A very, very tiny part of me actually believed that Markman would let me walk straight past her. That tiny part was obviously very wrong because she reached out and grabbed my arm tightly as soon as I was within reach. I halted next to her and took a deep breath.

"Let me go," I said calmly. I would give her one chance to let me walk away before I used whatever force I deemed necessary to get away from her. I kept my eyes looking straight ahead down the corridor.

"You know I can't just let you leave."

I slowly turned my head to look at her. "Yes, you can."

Markman looked strangely frantic. It was almost like she knew something bad had happened or was going to happen, which was strange because all I had done was pull the alarm, not set off a hydrogen bomb. Either way, it gave me a smug sense of satisfaction to know she wasn't going to have a good night. "I can't," she repeated and started ferreting through her oversized handbag with her free hand looking for something.

I could feel time slipping away from me. Over the loud peals of the fire alarm I could hear the panicked voices of the other patients. I needed to meet Frank. I needed to get out of here. I snatched my arm away from Markman's grip and didn't feel any inclination to steady her as I yanked her off-balance.

"Gerard!" she exclaimed.

"Can't?" I said quietly. "Or won't?"

She didn't answer. Or, maybe she couldn't answer. Either way I didn't care. "If I'm lucky," I said spitefully, "this will be the last time we ever see each other." I started walking away. I wondered if I could ever be so lucky. I had spent the past three years of my life around Markman. Three miserable years. Who knows what would've happened to me if I had never met Frank. Actually, wait, I do know: I'd still be miserable. Good fucking riddance.
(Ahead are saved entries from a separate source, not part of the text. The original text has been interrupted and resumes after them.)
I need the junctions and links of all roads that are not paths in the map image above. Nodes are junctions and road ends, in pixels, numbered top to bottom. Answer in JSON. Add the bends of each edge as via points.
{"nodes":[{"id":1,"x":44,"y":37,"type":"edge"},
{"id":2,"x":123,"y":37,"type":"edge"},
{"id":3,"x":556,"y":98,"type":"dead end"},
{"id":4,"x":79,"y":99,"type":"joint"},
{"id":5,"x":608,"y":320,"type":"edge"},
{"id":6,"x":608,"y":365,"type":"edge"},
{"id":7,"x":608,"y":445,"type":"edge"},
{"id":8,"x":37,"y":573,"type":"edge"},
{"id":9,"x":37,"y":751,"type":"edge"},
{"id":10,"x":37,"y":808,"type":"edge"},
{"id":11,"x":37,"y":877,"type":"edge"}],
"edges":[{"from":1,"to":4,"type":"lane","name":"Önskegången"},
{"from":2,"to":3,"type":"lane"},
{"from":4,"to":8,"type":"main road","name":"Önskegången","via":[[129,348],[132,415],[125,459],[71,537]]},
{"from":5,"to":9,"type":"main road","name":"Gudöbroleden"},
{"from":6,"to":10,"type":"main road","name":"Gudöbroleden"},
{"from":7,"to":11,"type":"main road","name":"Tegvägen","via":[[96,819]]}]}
"I'm sorry," Markman called after me.

I froze. Now, those weren't exactly unusual words to say to someone when parting ways but it was an odd thing for Markman to say to me. I don't know if I recall Markman ever saying those words to me. I didn't particularly want to turn around and look at her again but the curiosity was plaguing me already. I knew that if I didn't ask her now it would eat at me for the rest of my life. Maybe she was apologising to me for sticking me in solitary confinement for fucking weeks? Or, maybe she was sorry for not believing me about Them.

"Sorry for what?" I said as I turned around. It had to be about Them. That's the biggest thing she could ever possibly apologise for. She had to be apologising for not believing me and trying to make me think I was crazy.

Markman looked sad. That's odd. What did she have to be sad about? I thought she would be happy to know she would never have to see me again. I sure would be if I was her. "I'm sorry for ruining your life," she said. She actually sounded very sorry. How surprising. Though, that wasn't the point. It was what she said that surprised me more.